Work task: A faithful copy of the data is the goal; set it down exactly, without the images.

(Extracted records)
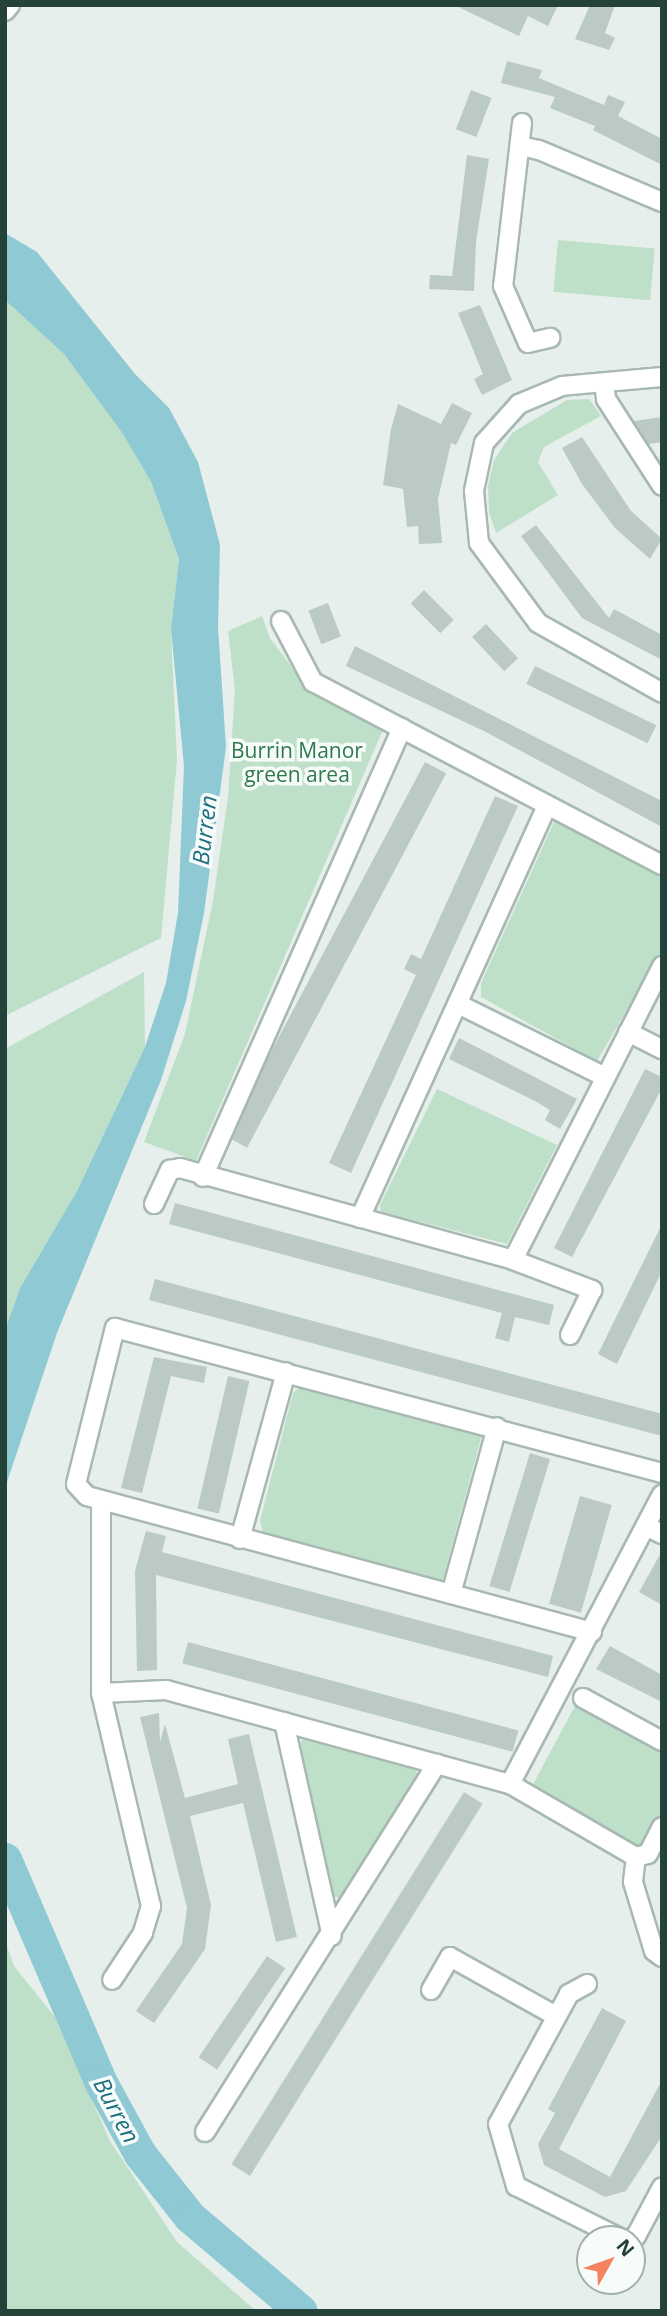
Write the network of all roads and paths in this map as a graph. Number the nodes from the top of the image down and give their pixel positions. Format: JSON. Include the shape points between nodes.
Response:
{"nodes":[{"id":1,"x":10,"y":5,"type":"edge"},
{"id":2,"x":5,"y":11,"type":"edge"},
{"id":3,"x":522,"y":123,"type":"dead end"},
{"id":4,"x":520,"y":146,"type":"junction"},
{"id":5,"x":662,"y":202,"type":"edge"},
{"id":6,"x":550,"y":338,"type":"dead end"},
{"id":7,"x":662,"y":377,"type":"edge"},
{"id":8,"x":604,"y":384,"type":"junction"},
{"id":9,"x":662,"y":486,"type":"edge"},
{"id":10,"x":281,"y":621,"type":"dead end"},
{"id":11,"x":662,"y":693,"type":"edge"},
{"id":12,"x":402,"y":728,"type":"junction"},
{"id":13,"x":547,"y":804,"type":"junction"},
{"id":14,"x":662,"y":864,"type":"edge"},
{"id":15,"x":662,"y":966,"type":"edge"},
{"id":16,"x":458,"y":1004,"type":"junction"},
{"id":17,"x":628,"y":1032,"type":"junction"},
{"id":18,"x":662,"y":1049,"type":"edge"},
{"id":19,"x":606,"y":1077,"type":"junction"},
{"id":20,"x":204,"y":1177,"type":"junction"},
{"id":21,"x":154,"y":1204,"type":"dead end"},
{"id":22,"x":360,"y":1218,"type":"junction"},
{"id":23,"x":513,"y":1260,"type":"junction"},
{"id":24,"x":570,"y":1335,"type":"dead end"},
{"id":25,"x":286,"y":1372,"type":"junction"},
{"id":26,"x":497,"y":1427,"type":"junction"},
{"id":27,"x":662,"y":1473,"type":"edge"},
{"id":28,"x":662,"y":1495,"type":"edge"},
{"id":29,"x":101,"y":1500,"type":"junction"},
{"id":30,"x":654,"y":1530,"type":"edge"},
{"id":31,"x":240,"y":1539,"type":"junction"},
{"id":32,"x":451,"y":1594,"type":"junction"},
{"id":33,"x":592,"y":1632,"type":"junction"},
{"id":34,"x":101,"y":1693,"type":"junction"},
{"id":35,"x":583,"y":1698,"type":"dead end"},
{"id":36,"x":284,"y":1722,"type":"junction"},
{"id":37,"x":662,"y":1741,"type":"edge"},
{"id":38,"x":437,"y":1764,"type":"junction"},
{"id":39,"x":510,"y":1784,"type":"junction"},
{"id":40,"x":662,"y":1827,"type":"edge"},
{"id":41,"x":636,"y":1857,"type":"junction"},
{"id":42,"x":332,"y":1936,"type":"junction"},
{"id":43,"x":662,"y":1957,"type":"edge"},
{"id":44,"x":112,"y":1980,"type":"dead end"},
{"id":45,"x":587,"y":1984,"type":"dead end"},
{"id":46,"x":431,"y":1990,"type":"dead end"},
{"id":47,"x":556,"y":2015,"type":"junction"},
{"id":48,"x":205,"y":2132,"type":"dead end"},
{"id":49,"x":662,"y":2187,"type":"edge"},
{"id":50,"x":594,"y":2225,"type":"edge"},
{"id":51,"x":642,"y":2225,"type":"edge"}],
"edges":[{"from":1,"to":2,"type":"street"},
{"from":3,"to":4,"type":"street"},
{"from":4,"to":5,"type":"street"},
{"from":4,"to":6,"type":"street","via":[[503,286],[528,344]]},
{"from":7,"to":8,"type":"street"},
{"from":8,"to":9,"type":"street","via":[[606,400]]},
{"from":8,"to":11,"type":"street","via":[[562,386],[519,404],[500,422],[484,443],[474,491],[479,543],[538,623]]},
{"from":10,"to":12,"type":"street","via":[[313,682]]},
{"from":12,"to":13,"type":"street"},
{"from":12,"to":20,"type":"street"},
{"from":13,"to":14,"type":"street"},
{"from":13,"to":16,"type":"street"},
{"from":15,"to":17,"type":"street"},
{"from":16,"to":19,"type":"street"},
{"from":16,"to":22,"type":"street"},
{"from":17,"to":18,"type":"street"},
{"from":17,"to":19,"type":"street"},
{"from":19,"to":23,"type":"street"},
{"from":20,"to":21,"type":"street","via":[[180,1168],[170,1170]]},
{"from":20,"to":22,"type":"street"},
{"from":22,"to":23,"type":"street"},
{"from":23,"to":24,"type":"street","via":[[592,1290]]},
{"from":25,"to":26,"type":"street"},
{"from":25,"to":29,"type":"street","via":[[115,1328],[76,1484],[87,1496]]},
{"from":25,"to":31,"type":"street"},
{"from":26,"to":27,"type":"street"},
{"from":26,"to":32,"type":"street"},
{"from":28,"to":30,"type":"street"},
{"from":29,"to":31,"type":"street"},
{"from":29,"to":34,"type":"street"},
{"from":30,"to":33,"type":"street"},
{"from":31,"to":32,"type":"street"},
{"from":32,"to":33,"type":"street"},
{"from":33,"to":39,"type":"street"},
{"from":34,"to":36,"type":"street","via":[[166,1690]]},
{"from":34,"to":44,"type":"street","via":[[151,1906],[144,1933]]},
{"from":35,"to":37,"type":"street"},
{"from":36,"to":38,"type":"street"},
{"from":36,"to":42,"type":"street"},
{"from":38,"to":39,"type":"street"},
{"from":38,"to":42,"type":"street"},
{"from":39,"to":41,"type":"street"},
{"from":40,"to":41,"type":"street","via":[[648,1854]]},
{"from":41,"to":43,"type":"street","via":[[633,1882],[654,1951]]},
{"from":42,"to":48,"type":"street"},
{"from":45,"to":47,"type":"street","via":[[572,1990]]},
{"from":46,"to":47,"type":"street","via":[[450,1957]]},
{"from":47,"to":50,"type":"street","via":[[498,2124],[516,2186]]},
{"from":49,"to":51,"type":"street"}]}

Answer for the task:
Write the network of all roads and paths in this map as a graph. Number the nodes from the top of the image down and give their pixel positions. Format: JSON. Include the shape points between nodes.
Response:
{"nodes":[{"id":1,"x":10,"y":5,"type":"edge"},
{"id":2,"x":5,"y":11,"type":"edge"},
{"id":3,"x":522,"y":123,"type":"dead end"},
{"id":4,"x":520,"y":146,"type":"junction"},
{"id":5,"x":662,"y":202,"type":"edge"},
{"id":6,"x":550,"y":338,"type":"dead end"},
{"id":7,"x":662,"y":377,"type":"edge"},
{"id":8,"x":604,"y":384,"type":"junction"},
{"id":9,"x":662,"y":486,"type":"edge"},
{"id":10,"x":281,"y":621,"type":"dead end"},
{"id":11,"x":662,"y":693,"type":"edge"},
{"id":12,"x":402,"y":728,"type":"junction"},
{"id":13,"x":547,"y":804,"type":"junction"},
{"id":14,"x":662,"y":864,"type":"edge"},
{"id":15,"x":662,"y":966,"type":"edge"},
{"id":16,"x":458,"y":1004,"type":"junction"},
{"id":17,"x":628,"y":1032,"type":"junction"},
{"id":18,"x":662,"y":1049,"type":"edge"},
{"id":19,"x":606,"y":1077,"type":"junction"},
{"id":20,"x":204,"y":1177,"type":"junction"},
{"id":21,"x":154,"y":1204,"type":"dead end"},
{"id":22,"x":360,"y":1218,"type":"junction"},
{"id":23,"x":513,"y":1260,"type":"junction"},
{"id":24,"x":570,"y":1335,"type":"dead end"},
{"id":25,"x":286,"y":1372,"type":"junction"},
{"id":26,"x":497,"y":1427,"type":"junction"},
{"id":27,"x":662,"y":1473,"type":"edge"},
{"id":28,"x":662,"y":1495,"type":"edge"},
{"id":29,"x":101,"y":1500,"type":"junction"},
{"id":30,"x":654,"y":1530,"type":"edge"},
{"id":31,"x":240,"y":1539,"type":"junction"},
{"id":32,"x":451,"y":1594,"type":"junction"},
{"id":33,"x":592,"y":1632,"type":"junction"},
{"id":34,"x":101,"y":1693,"type":"junction"},
{"id":35,"x":583,"y":1698,"type":"dead end"},
{"id":36,"x":284,"y":1722,"type":"junction"},
{"id":37,"x":662,"y":1741,"type":"edge"},
{"id":38,"x":437,"y":1764,"type":"junction"},
{"id":39,"x":510,"y":1784,"type":"junction"},
{"id":40,"x":662,"y":1827,"type":"edge"},
{"id":41,"x":636,"y":1857,"type":"junction"},
{"id":42,"x":332,"y":1936,"type":"junction"},
{"id":43,"x":662,"y":1957,"type":"edge"},
{"id":44,"x":112,"y":1980,"type":"dead end"},
{"id":45,"x":587,"y":1984,"type":"dead end"},
{"id":46,"x":431,"y":1990,"type":"dead end"},
{"id":47,"x":556,"y":2015,"type":"junction"},
{"id":48,"x":205,"y":2132,"type":"dead end"},
{"id":49,"x":662,"y":2187,"type":"edge"},
{"id":50,"x":594,"y":2225,"type":"edge"},
{"id":51,"x":642,"y":2225,"type":"edge"}],
"edges":[{"from":1,"to":2,"type":"street"},
{"from":3,"to":4,"type":"street"},
{"from":4,"to":5,"type":"street"},
{"from":4,"to":6,"type":"street","via":[[503,286],[528,344]]},
{"from":7,"to":8,"type":"street"},
{"from":8,"to":9,"type":"street","via":[[606,400]]},
{"from":8,"to":11,"type":"street","via":[[562,386],[519,404],[500,422],[484,443],[474,491],[479,543],[538,623]]},
{"from":10,"to":12,"type":"street","via":[[313,682]]},
{"from":12,"to":13,"type":"street"},
{"from":12,"to":20,"type":"street"},
{"from":13,"to":14,"type":"street"},
{"from":13,"to":16,"type":"street"},
{"from":15,"to":17,"type":"street"},
{"from":16,"to":19,"type":"street"},
{"from":16,"to":22,"type":"street"},
{"from":17,"to":18,"type":"street"},
{"from":17,"to":19,"type":"street"},
{"from":19,"to":23,"type":"street"},
{"from":20,"to":21,"type":"street","via":[[180,1168],[170,1170]]},
{"from":20,"to":22,"type":"street"},
{"from":22,"to":23,"type":"street"},
{"from":23,"to":24,"type":"street","via":[[592,1290]]},
{"from":25,"to":26,"type":"street"},
{"from":25,"to":29,"type":"street","via":[[115,1328],[76,1484],[87,1496]]},
{"from":25,"to":31,"type":"street"},
{"from":26,"to":27,"type":"street"},
{"from":26,"to":32,"type":"street"},
{"from":28,"to":30,"type":"street"},
{"from":29,"to":31,"type":"street"},
{"from":29,"to":34,"type":"street"},
{"from":30,"to":33,"type":"street"},
{"from":31,"to":32,"type":"street"},
{"from":32,"to":33,"type":"street"},
{"from":33,"to":39,"type":"street"},
{"from":34,"to":36,"type":"street","via":[[166,1690]]},
{"from":34,"to":44,"type":"street","via":[[151,1906],[144,1933]]},
{"from":35,"to":37,"type":"street"},
{"from":36,"to":38,"type":"street"},
{"from":36,"to":42,"type":"street"},
{"from":38,"to":39,"type":"street"},
{"from":38,"to":42,"type":"street"},
{"from":39,"to":41,"type":"street"},
{"from":40,"to":41,"type":"street","via":[[648,1854]]},
{"from":41,"to":43,"type":"street","via":[[633,1882],[654,1951]]},
{"from":42,"to":48,"type":"street"},
{"from":45,"to":47,"type":"street","via":[[572,1990]]},
{"from":46,"to":47,"type":"street","via":[[450,1957]]},
{"from":47,"to":50,"type":"street","via":[[498,2124],[516,2186]]},
{"from":49,"to":51,"type":"street"}]}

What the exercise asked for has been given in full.